Un giorno, mentre Nera stava andando a incontrare il suo amato Velino, alcune ancelle l’imprigionarono e, per ordine di Giunone, la portarono sulla cima del Monte Vettore. Su quella cima, Nera venne trasformata in un corso d’acqua e con immenso dolore pianse un vero e proprio fiume di lacrime che versò con impeto dalla rupe delle Marmore nella valle, allagando di rabbia il piccolo stagno sottostante e i lussureggianti boschi circostanti. Arrivato sul luogo dell’appuntamento, Velino aspettò per un lungo periodo la sua amata ma questa non si presentò. Passarono diversi giorni ma il disperato Velino non riusciva ad avere notizie di Nera o a trovare una spiegazione per tale abbandono. Devastato dal dolore, il pastorello intraprese un lungo cammino per raggiungere la mitica Sibilla - nei monti più a est - e invocare il suo aiuto.

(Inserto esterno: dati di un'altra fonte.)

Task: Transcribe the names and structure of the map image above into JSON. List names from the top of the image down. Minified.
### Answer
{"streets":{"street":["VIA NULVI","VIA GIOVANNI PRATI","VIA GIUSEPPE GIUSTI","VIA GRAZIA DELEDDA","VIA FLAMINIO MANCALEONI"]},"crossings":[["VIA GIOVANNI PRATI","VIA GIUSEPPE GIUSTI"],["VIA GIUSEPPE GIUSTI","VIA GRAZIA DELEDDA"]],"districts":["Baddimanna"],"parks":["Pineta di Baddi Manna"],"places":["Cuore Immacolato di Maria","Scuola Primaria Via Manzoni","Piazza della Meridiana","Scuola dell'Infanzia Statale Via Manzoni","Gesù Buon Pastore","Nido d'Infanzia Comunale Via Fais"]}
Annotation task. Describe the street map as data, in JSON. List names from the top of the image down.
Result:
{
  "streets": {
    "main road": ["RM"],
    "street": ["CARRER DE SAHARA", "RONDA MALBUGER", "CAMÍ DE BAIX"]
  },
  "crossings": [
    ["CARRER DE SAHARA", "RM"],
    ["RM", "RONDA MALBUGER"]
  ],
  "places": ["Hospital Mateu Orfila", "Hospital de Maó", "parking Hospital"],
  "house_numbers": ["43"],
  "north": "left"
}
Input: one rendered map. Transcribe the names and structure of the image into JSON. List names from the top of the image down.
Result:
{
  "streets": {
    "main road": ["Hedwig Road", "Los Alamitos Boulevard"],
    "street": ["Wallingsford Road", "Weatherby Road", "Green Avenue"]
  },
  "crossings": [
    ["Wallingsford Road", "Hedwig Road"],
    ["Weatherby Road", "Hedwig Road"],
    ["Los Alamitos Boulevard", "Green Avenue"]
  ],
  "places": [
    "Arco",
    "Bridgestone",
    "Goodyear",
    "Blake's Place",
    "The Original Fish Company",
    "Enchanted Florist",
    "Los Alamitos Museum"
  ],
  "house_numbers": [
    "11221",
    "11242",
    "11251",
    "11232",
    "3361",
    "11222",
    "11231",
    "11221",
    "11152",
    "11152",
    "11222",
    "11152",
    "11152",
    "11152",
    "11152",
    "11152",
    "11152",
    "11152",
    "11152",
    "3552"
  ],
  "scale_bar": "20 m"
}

Impossibile dividere ciò che non può essere diviso

Arrivato a stento dalla profetica figura, il povero Velino implorò la maga di dargli una spiegazione sull’improvvisa sparizione della sua amata Nera. Dopo aver scrutato le stelle e aver fatto appello alle sue doti magiche, Sibilla raccontò al pastorello della tragica punizione voluta da Giunone che voleva Nera trasformata in fiume, un fiume impetuoso e sofferente per l’impossibilità di stare al fianco della persona amata, ma profetizzò anche che c’era una soluzione per poter vivere per sempre uniti. Dopo aver preso commiato dalla saggia Sibilla, addolorato e confuso, Velino tornò nelle sue terre. Seppur il racconto della punizione divina fosse fin troppo chiaro, la profezia non gli era chiara per nulla, e gli creava parecchio sgomento. Fu durante una notte di luna piena che Velino, arrivando sulla cima della rupe delle Marmore e guardando in basso - proprio come aveva fatto il primo giorno che aveva visto la sua Nera -, invece del piccolo stagno scorse un fiume impetuoso che trasmetteva “sentimenti” di tristezza e in quei “sentimenti” riconobbe lei. Quel fiume era la sua amata. Solo a quel punto capì le parole della Sibilla e, senza pensarci due volte, si gettò nel vuoto dalla cima della rupe per raggiungere Nera. In quel momento, l’onnipresente Giove - che stava seguendo tutta la faccenda rimanendone colpito -, proprio mentre Velino era a mezz’aria, trasformò il pastorello in una fragorosa cascata e dall’unione dei due corsi d’acqua, Velino dalla rupe e Nera nella valle, nacque quello che oggi conosciamo come la cascata delle Marmore, bellissimo simbolo di un amore magico e infinito.